━━━━━ Records supplied ━━━━━

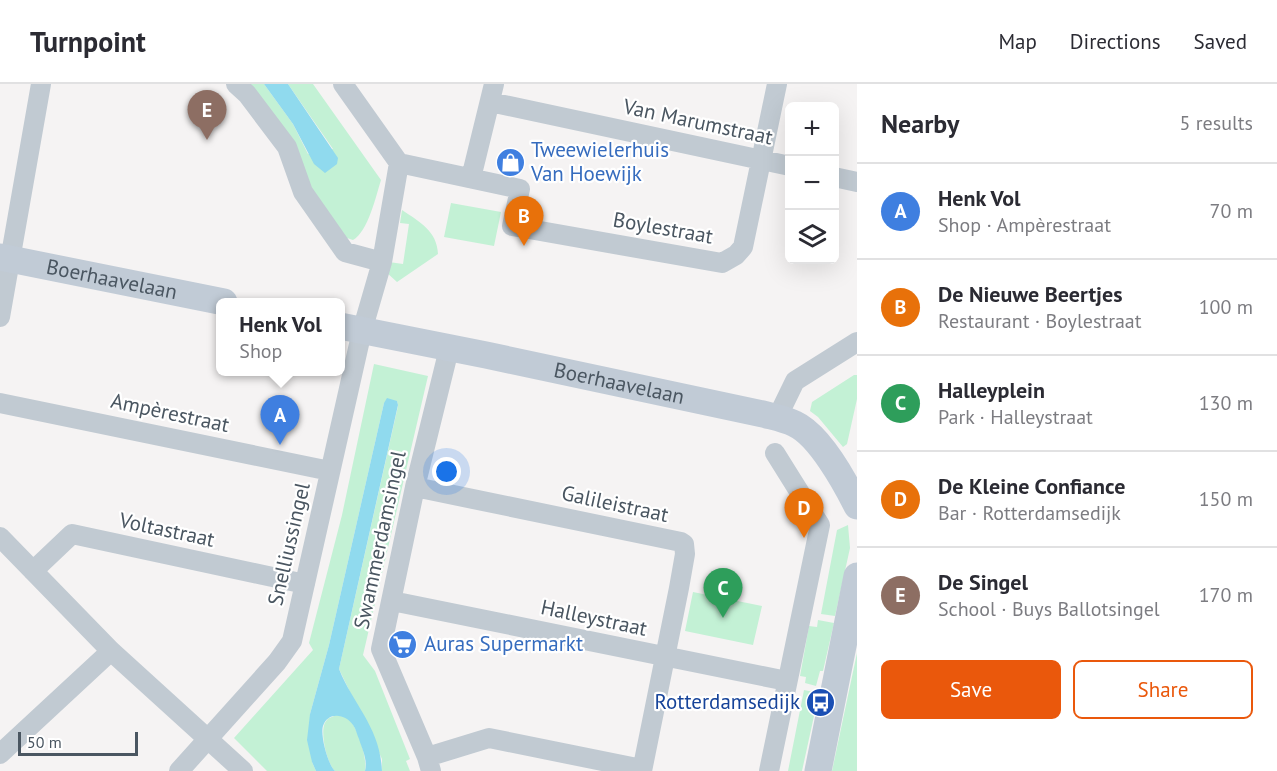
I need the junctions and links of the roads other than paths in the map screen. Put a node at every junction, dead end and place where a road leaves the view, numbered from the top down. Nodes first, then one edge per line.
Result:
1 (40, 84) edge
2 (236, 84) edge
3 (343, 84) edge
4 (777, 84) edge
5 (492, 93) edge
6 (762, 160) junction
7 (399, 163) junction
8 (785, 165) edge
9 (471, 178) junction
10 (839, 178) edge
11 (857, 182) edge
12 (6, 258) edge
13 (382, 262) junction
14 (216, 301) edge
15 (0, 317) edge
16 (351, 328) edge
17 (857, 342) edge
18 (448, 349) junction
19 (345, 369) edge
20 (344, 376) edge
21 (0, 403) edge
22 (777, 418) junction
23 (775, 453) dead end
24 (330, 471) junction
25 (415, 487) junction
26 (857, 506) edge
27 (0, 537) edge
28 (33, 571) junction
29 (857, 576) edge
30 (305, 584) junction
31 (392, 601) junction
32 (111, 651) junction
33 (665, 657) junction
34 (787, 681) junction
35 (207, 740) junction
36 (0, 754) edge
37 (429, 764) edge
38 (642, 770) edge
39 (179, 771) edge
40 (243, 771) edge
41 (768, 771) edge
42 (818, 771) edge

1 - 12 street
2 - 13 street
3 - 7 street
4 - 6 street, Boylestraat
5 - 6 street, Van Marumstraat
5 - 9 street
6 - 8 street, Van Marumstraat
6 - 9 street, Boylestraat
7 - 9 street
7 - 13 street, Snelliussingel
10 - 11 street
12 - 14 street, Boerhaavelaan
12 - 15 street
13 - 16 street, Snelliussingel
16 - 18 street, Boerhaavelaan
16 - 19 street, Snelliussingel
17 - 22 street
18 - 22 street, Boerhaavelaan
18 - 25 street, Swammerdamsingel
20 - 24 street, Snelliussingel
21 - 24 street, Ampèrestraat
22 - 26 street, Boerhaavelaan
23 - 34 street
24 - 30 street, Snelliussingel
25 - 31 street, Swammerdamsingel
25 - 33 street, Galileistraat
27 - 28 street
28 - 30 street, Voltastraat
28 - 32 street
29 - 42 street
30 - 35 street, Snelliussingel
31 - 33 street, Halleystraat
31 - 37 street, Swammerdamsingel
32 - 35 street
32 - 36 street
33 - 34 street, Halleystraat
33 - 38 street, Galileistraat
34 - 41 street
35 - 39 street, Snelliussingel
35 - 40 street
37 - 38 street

━━━━━

Description of the task:
Nothing but a number should be given for this: how many lines in the entries above contain "Galileistraat"?

Result:
2